Incidentally, I would guess that 100B model trained on 100B chess games will learn to only make valid moves with similar accuracy to a trained human. But this wouldn’t affect my views about AI timelines.
My proposed experiment / test is trying to avoid analogizing humans, but rather scope out places where the ai can’t do very well. I’d like to avoid accidentally overly-narrow-scoping the vision of the tests. It won’t work with an ai network where the weights are reset every time.
An alternative, albeit massively-larger-scale experiment might be:
Will a self-driving car ever be able to navigate from one end of a city to another, using street signs and just learning the streets by exploring it?
A test of this might be like the following:
Randomly generate a simulated city/town, complete with street signs and traffic
Allow the self-driving car to peruse the city on its own accord
(or feed the ai network the map of the city a few times before the target destinations are given, if that is infeasible)
Give the self-driving car target destinations. Can the self-driving car navigate from one end of the city to the other, using only street signs, no GPS?

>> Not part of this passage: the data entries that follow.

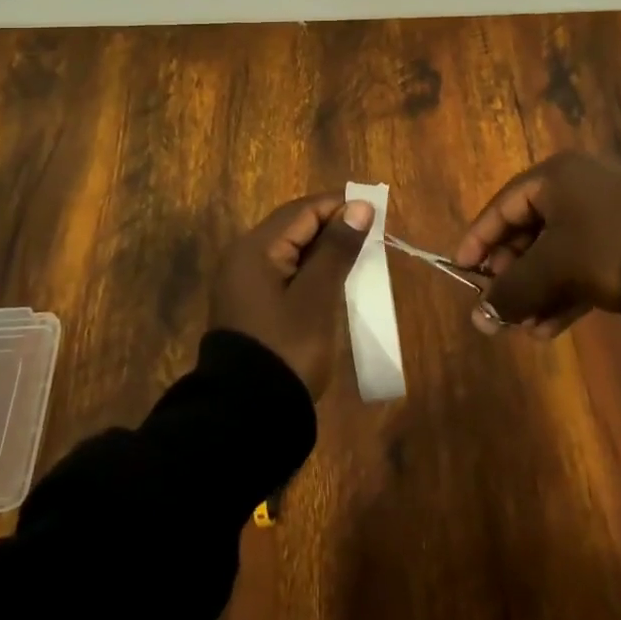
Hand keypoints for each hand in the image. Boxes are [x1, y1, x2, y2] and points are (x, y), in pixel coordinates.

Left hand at [210, 193, 375, 396]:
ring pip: (289, 248)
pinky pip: (283, 270)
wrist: (247, 414)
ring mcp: (243, 281)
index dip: (340, 206)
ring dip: (323, 248)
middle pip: (294, 226)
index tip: (377, 212)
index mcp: (255, 248)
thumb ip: (337, 249)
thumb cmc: (287, 347)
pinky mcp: (250, 303)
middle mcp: (243, 256)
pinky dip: (310, 269)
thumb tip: (359, 207)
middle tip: (372, 234)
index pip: (303, 210)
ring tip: (359, 255)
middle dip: (332, 225)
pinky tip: (333, 279)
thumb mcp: (318, 297)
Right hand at [455, 153, 620, 338]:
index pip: (502, 207)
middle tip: (498, 306)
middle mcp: (577, 188)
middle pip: (529, 231)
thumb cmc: (607, 247)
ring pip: (556, 253)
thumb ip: (512, 290)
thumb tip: (477, 320)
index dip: (478, 240)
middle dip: (512, 275)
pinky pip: (582, 264)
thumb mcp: (553, 268)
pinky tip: (549, 328)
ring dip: (537, 291)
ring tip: (524, 328)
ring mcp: (605, 215)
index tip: (461, 271)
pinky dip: (564, 292)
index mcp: (555, 177)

I think this kind of measuring would tell us how well our ai can handle open-endedness and help us understand where the void of progress is, and I think a small-scale chess experiment like this would help us shed light on bigger questions.
Just seems worth flagging that humans couldn’t do the chess test, and that there’s no particular reason to think that transformative AI could either.

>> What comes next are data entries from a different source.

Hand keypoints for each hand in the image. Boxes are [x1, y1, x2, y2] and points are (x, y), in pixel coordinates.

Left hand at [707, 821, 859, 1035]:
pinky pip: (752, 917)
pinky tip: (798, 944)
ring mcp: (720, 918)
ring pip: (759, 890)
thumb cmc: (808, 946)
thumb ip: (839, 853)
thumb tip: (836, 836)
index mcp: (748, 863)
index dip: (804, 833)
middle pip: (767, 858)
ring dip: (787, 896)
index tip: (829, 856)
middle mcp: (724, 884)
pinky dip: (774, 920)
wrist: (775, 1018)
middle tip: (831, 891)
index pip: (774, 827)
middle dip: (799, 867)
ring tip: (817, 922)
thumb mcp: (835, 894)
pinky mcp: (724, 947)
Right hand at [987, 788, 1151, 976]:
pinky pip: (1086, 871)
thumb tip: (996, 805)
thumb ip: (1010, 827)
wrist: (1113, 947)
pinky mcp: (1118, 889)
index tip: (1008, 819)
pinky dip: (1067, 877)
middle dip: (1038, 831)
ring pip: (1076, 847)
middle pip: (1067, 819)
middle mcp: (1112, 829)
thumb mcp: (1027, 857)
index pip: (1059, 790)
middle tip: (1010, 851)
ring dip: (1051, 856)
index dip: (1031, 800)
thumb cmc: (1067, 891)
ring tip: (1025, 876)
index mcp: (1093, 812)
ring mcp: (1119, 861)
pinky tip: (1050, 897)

I’m confused. What I’m referring to here is https://en.wikipedia.org/wiki/Blindfold_chess
I’m not sure why we shouldn’t expect an ai to be able to do well at it?
But humans play blindfold chess much slower than they read/write moves, they take tons of cognitive actions between each move. And at least when I play blindfold chess I need to lean heavily on my visual memory, and I often need to go back over the game so far for error-correction purposes, laboriously reading and writing to a mental scratchspace. I don’t know if better players do that.
But an AI can do completely fine at the task by writing to an internal scratchspace. You are defining a restriction on what kind of AI is allowed, and I’m saying that human cognition probably doesn’t satisfy the analogous restrictions. I think to learn to play blindfold chess humans need to explicitly think about cognitive strategies, and the activity is much more similar to equipping an LM with the ability to write to its own context and then having it reason aloud about how to use that ability.
The reason why I don’t want a scratch-space, is because I view scratch space and context equivalent to giving the ai a notecard that it can peek at. I’m not against having extra categories or asterisks for the different kinds of ai for the small test.
Thinking aloud and giving it scratch space would mean it’s likely to be a lot more tractable for interpretability and alignment research, I’ll grant you that.
I appreciate the feedback, and I will think about your points more, though I’m not sure if I will agree.